Matters v. Ryan
Annotate this Case
249 U.S. 375 (1919)
U.S. Supreme Court
Matters v. Ryan, 249 U.S. 375 (1919)
Matters v. Ryan
Submitted January 16, 1919
Decided April 14, 1919
249 U.S. 375
APPEAL FROM THE DISTRICT COURT OF THE UNITED STATES
FOR THE NORTHERN DISTRICT OF ILLINOIS
The district court has no jurisdiction in habeas corpus to determine and award the custody of an infant at the suit of an alien against a citizen of the forum when the only substantial question is which of the parties is the mother. P. 249 U. S. 377.
The claim that such a case arises under a law of the United States because the infant was imported by the respondent in violation of the immigration laws is frivolous. Id.
Quaere whether diversity of citizenship with an averment of pecuniary interest could confer jurisdiction on a federal court in habeas corpus. P. 249 U. S. 378.
The case is stated in the opinion.
MR. CHIEF JUSTICE WHITE delivered the opinion of the Court.
On the 20th of May, 1916, Margaret Ryan, the appellee, alleging herself to be a subject of the King of Great Britain residing in Ottawa, Canada, applied for a writ of habeas corpus to obtain the possession of her alleged minor child, Irean, by taking her from the asserted illegal custody of Anna D. Matters, the appellant, alleged to be a resident of the State of Illinois.
The petition for habeas corpus charged that the said child was born to petitioner ten months before in a hospital in Ottawa, but, shortly after the birth of the child, she was kidnapped by the respondent, who secreted her until August, when she brought the child by railroad journey to Chicago from Ottawa and there illegally detained her. It was charged that the cause of action arose under the law of the United States in that the immigration laws of the United States forbade the bringing of an alien child under 16 years of age from Canada into the United States without being accompanied by its father or mother, in the absence of permission by the immigration authorities of the United States. An order was entered allowing the prosecution of the habeas corpus proceedings in forma pauperis, and the writ issued.
The respondent denied the averments of possession and kidnapping. She alleged that she had a child of her own about ten months of age and that, if such child was the one referred to in the petition for habeas corpus, the
petitioner had no right to the custody of the same. The existence of any right in the petitioner to champion the enforcement of the immigration laws of the United States was denied, and the jurisdiction of the court to entertain the controversy was expressly challenged.

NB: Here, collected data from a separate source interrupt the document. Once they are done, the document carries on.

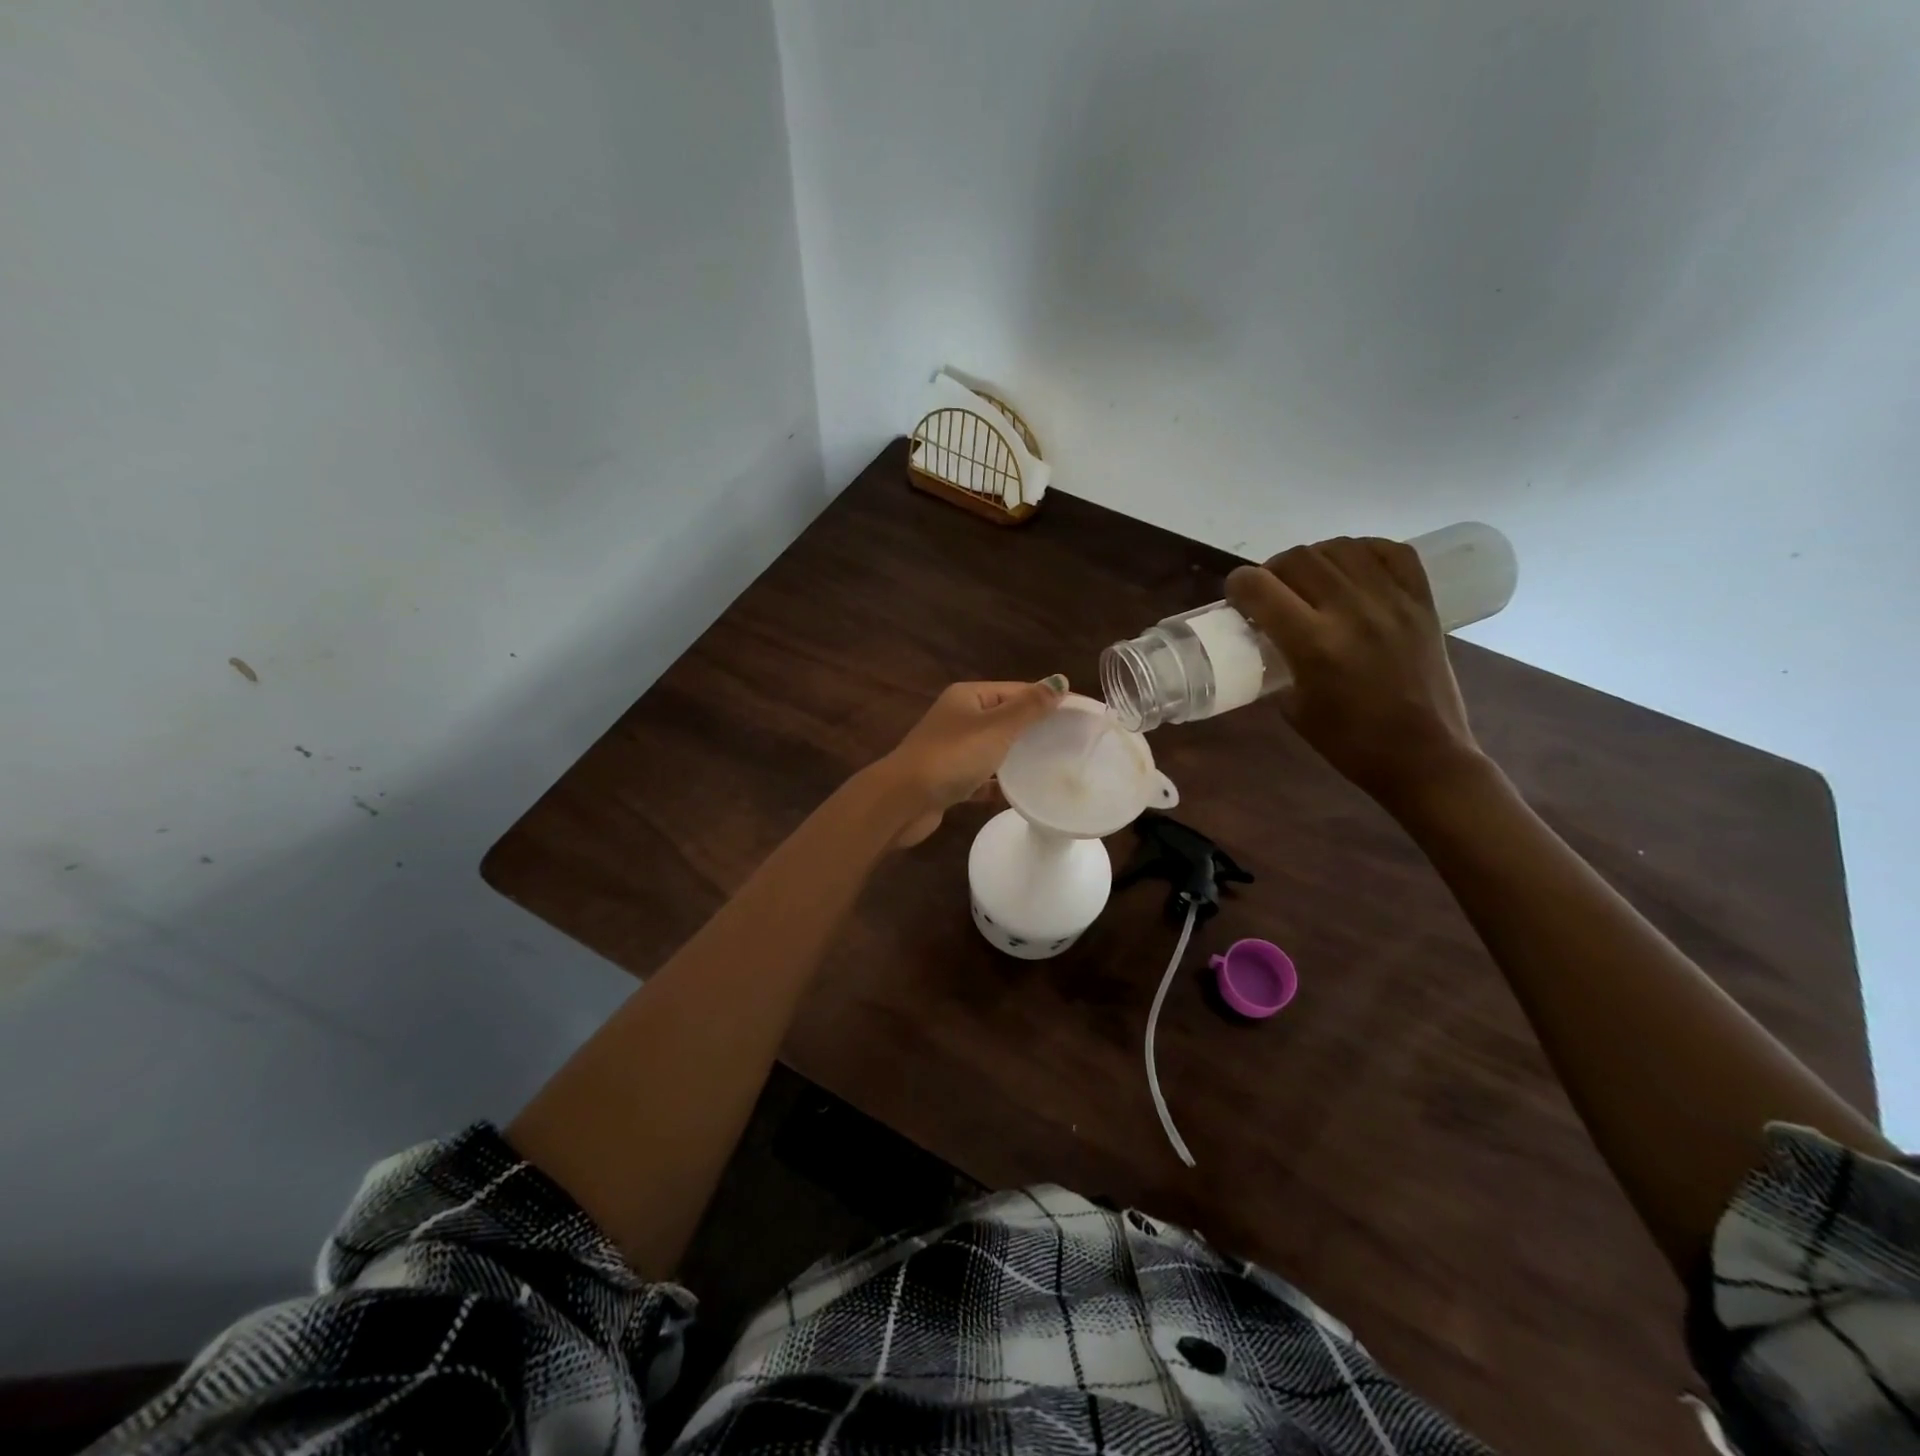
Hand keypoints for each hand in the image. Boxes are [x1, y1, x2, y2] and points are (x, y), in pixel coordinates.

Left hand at [879, 677, 1067, 846]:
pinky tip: (1020, 795)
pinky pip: (981, 779)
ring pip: (993, 749)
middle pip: (1005, 718)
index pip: (1016, 690)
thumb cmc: (952, 757)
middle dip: (1035, 729)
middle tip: (1072, 742)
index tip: (1081, 714)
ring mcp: (951, 750)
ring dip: (1017, 756)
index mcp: (968, 697)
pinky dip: (997, 784)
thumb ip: (1029, 707)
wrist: (903, 801)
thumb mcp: (996, 728)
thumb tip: (1060, 681)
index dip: (1048, 699)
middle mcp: (958, 718)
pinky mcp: (948, 781)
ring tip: (1053, 766)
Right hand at [1226, 538, 1485, 810]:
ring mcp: (1391, 602)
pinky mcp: (1422, 602)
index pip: (1260, 588)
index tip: (1236, 596)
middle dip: (1272, 570)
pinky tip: (1352, 569)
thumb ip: (1279, 663)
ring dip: (1314, 558)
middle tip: (1271, 591)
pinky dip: (1363, 552)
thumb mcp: (1293, 707)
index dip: (1237, 585)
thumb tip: (1269, 637)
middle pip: (1298, 559)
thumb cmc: (1349, 743)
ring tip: (1311, 579)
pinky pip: (1391, 552)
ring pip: (1340, 548)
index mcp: (1313, 644)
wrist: (1422, 756)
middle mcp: (1351, 611)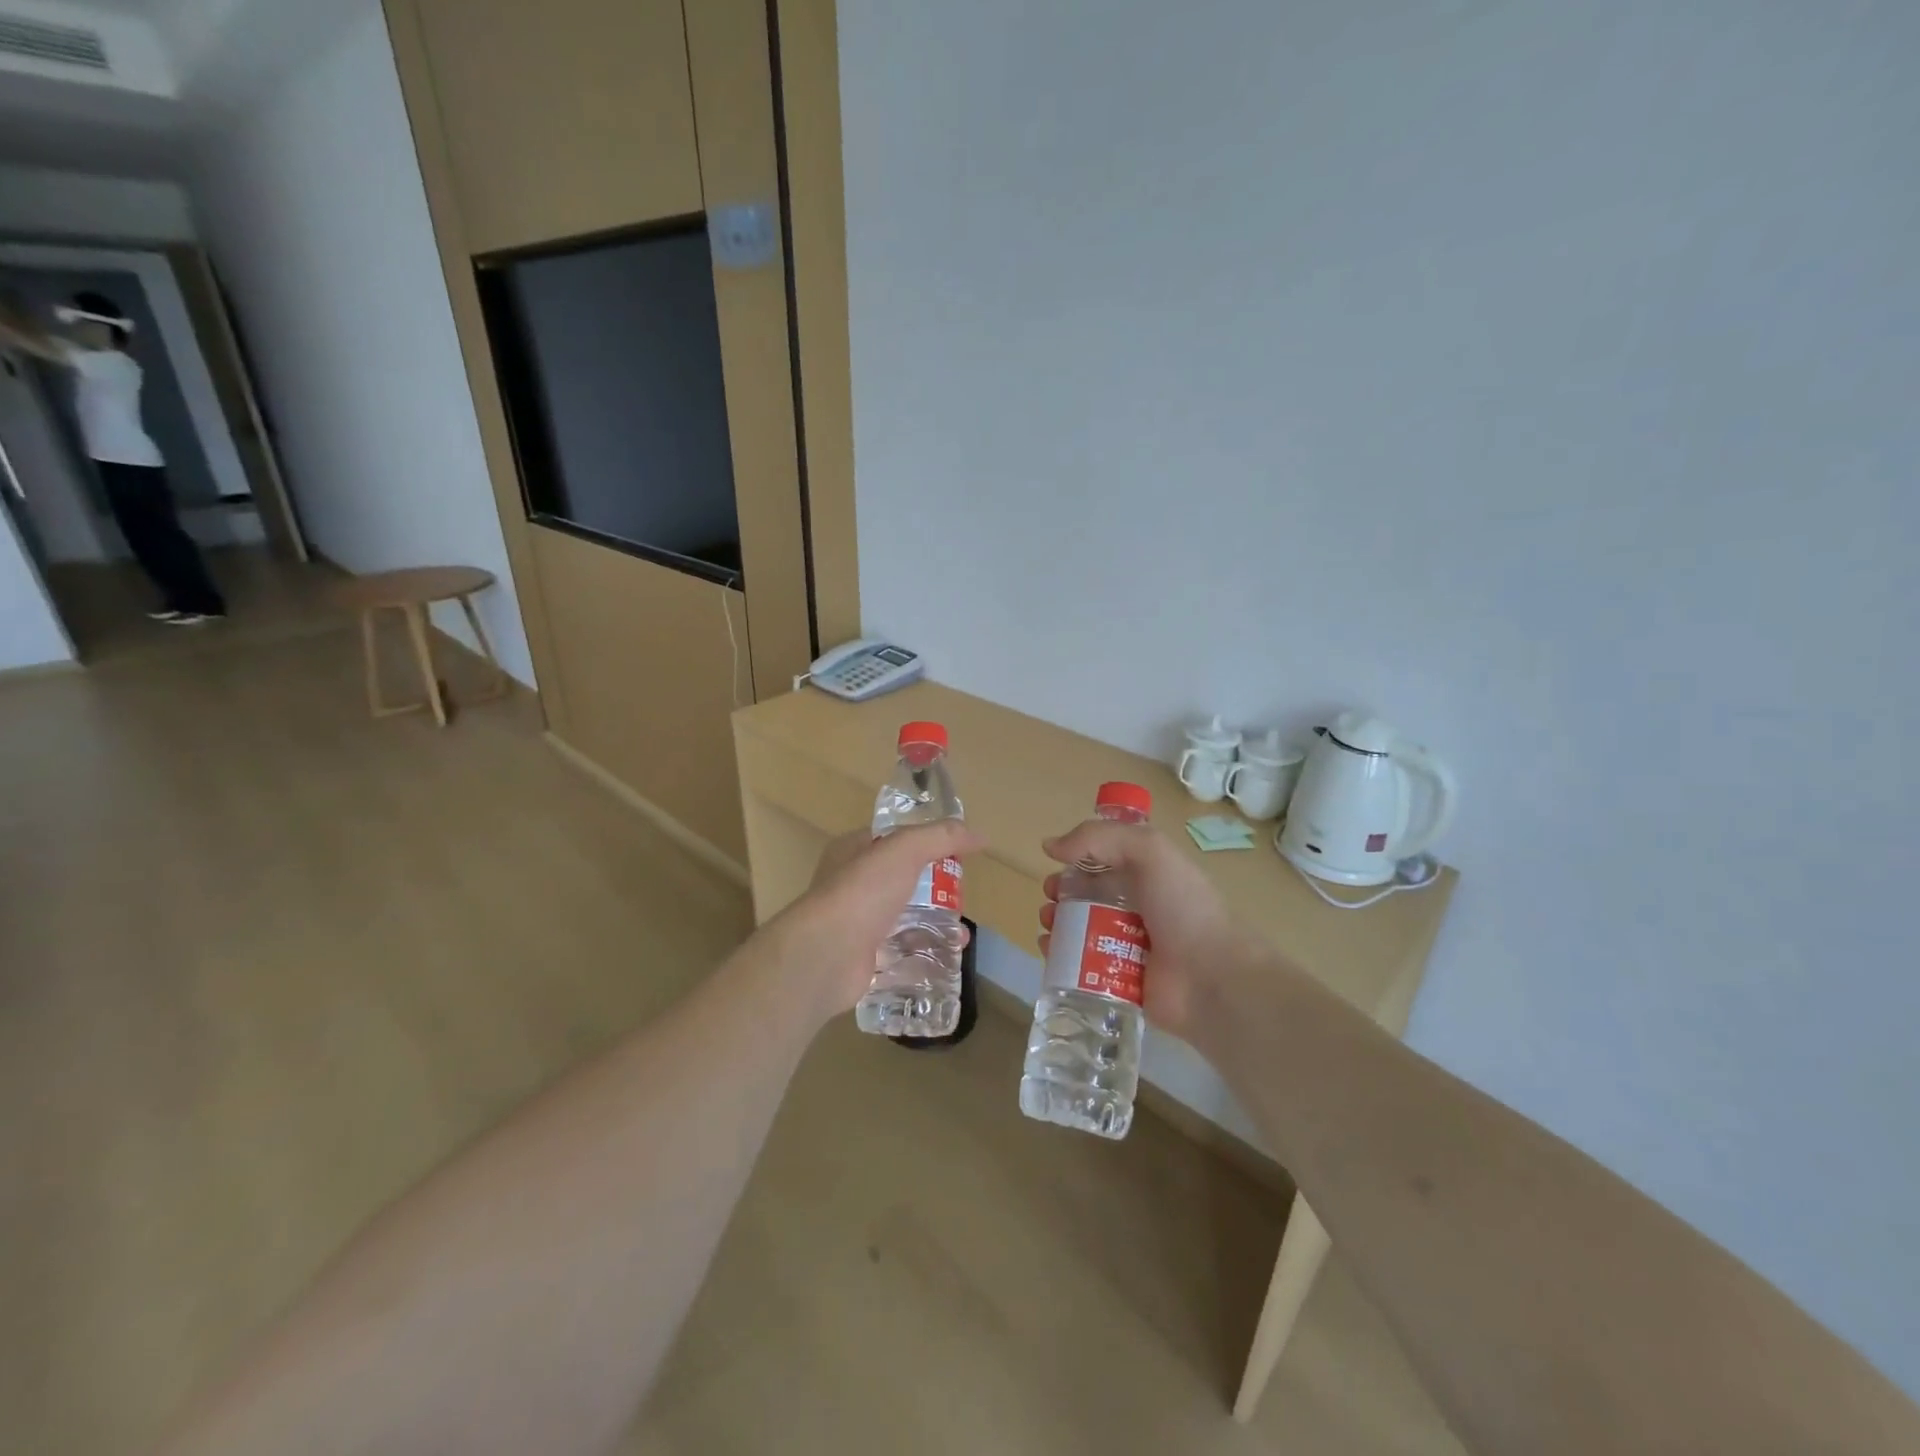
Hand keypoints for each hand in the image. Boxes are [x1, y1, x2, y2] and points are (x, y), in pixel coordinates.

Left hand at [765, 821, 984, 1026]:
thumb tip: (979, 836)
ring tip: (961, 937)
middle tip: (962, 899)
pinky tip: (945, 960)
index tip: (956, 855)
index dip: (924, 843)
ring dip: (933, 926)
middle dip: (934, 891)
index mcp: (853, 852)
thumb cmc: (862, 892)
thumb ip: (941, 837)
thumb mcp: (905, 850)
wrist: (826, 955)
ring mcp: (856, 924)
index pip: (892, 841)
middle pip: (902, 882)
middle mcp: (851, 885)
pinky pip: (899, 954)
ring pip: (902, 920)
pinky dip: (921, 957)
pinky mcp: (863, 959)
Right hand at [1038, 820, 1264, 1042]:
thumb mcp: (1148, 851)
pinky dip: (1060, 957)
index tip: (1057, 863)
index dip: (1077, 857)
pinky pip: (1080, 966)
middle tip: (1050, 900)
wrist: (1212, 978)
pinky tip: (1049, 952)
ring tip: (1048, 926)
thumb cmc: (1182, 908)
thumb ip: (1099, 837)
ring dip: (1056, 923)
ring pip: (1079, 929)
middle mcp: (1137, 906)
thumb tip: (1050, 846)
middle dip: (1061, 893)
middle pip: (1087, 894)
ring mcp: (1127, 945)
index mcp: (1148, 874)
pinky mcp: (1117, 980)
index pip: (1105, 858)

On the return, after hearing, jurisdiction was maintained, the return was held insufficient, and the petitioner was decreed to be entitled to the custody of the child and the appellant was commanded to deliver her. This direct appeal on the question of jurisdiction alone was then taken.
It is settled that
"the jurisdiction of courts of the United States to issue writs of habeas corpus is limited to cases of persons alleged to be restrained of their liberty in violation of the Constitution or of some law or treaty of the United States, and cases arising under the law of nations."
Carfer v. Caldwell, 200 U. S. 293, 200 U. S. 296; In re Burrus, 136 U. S. 586, 136 U. S. 591; Andrews v. Swartz, 156 U. S. 272, 156 U. S. 275; Storti v. Massachusetts, 183 U. S. 138, 183 U. S. 142. It is obvious that, on the face of the petition, the sole question at issue was the maternity and custody of the child, and, as that question was in its nature local and nonfederal, there was nothing to sustain the jurisdiction unless the averment that the case was governed by the immigration laws of the United States had that effect. But, when it is observed that the only basis for that assertion rested upon the allegation that the defendant, pretending to be the mother of the infant child, had brought her from Canada into the United States without complying with the administrative requirements of the immigration laws, we are of opinion that the case made involved no federal question adequate to sustain the jurisdiction, because of the unsubstantial and frivolous character of the contention made in that respect.
We are constrained to this conclusion since we are unable to perceive the possible basis upon which it can be
assumed that the local question of maternity, and consequent right to custody, which dominated and controlled the whole issue could be transformed and made federal in character by the assertion concerning the immigration laws. And this becomes all the more cogent when the absence of power on the part of the petitioner to champion the enforcement of the immigration laws is borne in mind.
Whether a case might arise where a court of the United States could take jurisdiction of a petition for habeas corpus upon averment of diversity of citizenship and pecuniary interest, without the assertion of a federal right, does not here arise (a) because the suit was brought exclusively under the assumption that it was governed by the law of the United States which requires a federal question to give jurisdiction, and (b) because, in any event, there is here no averment of jurisdictional amount.
It follows that the decree below must be and it is
Reversed, and the case remanded with directions to dismiss the writ of habeas corpus.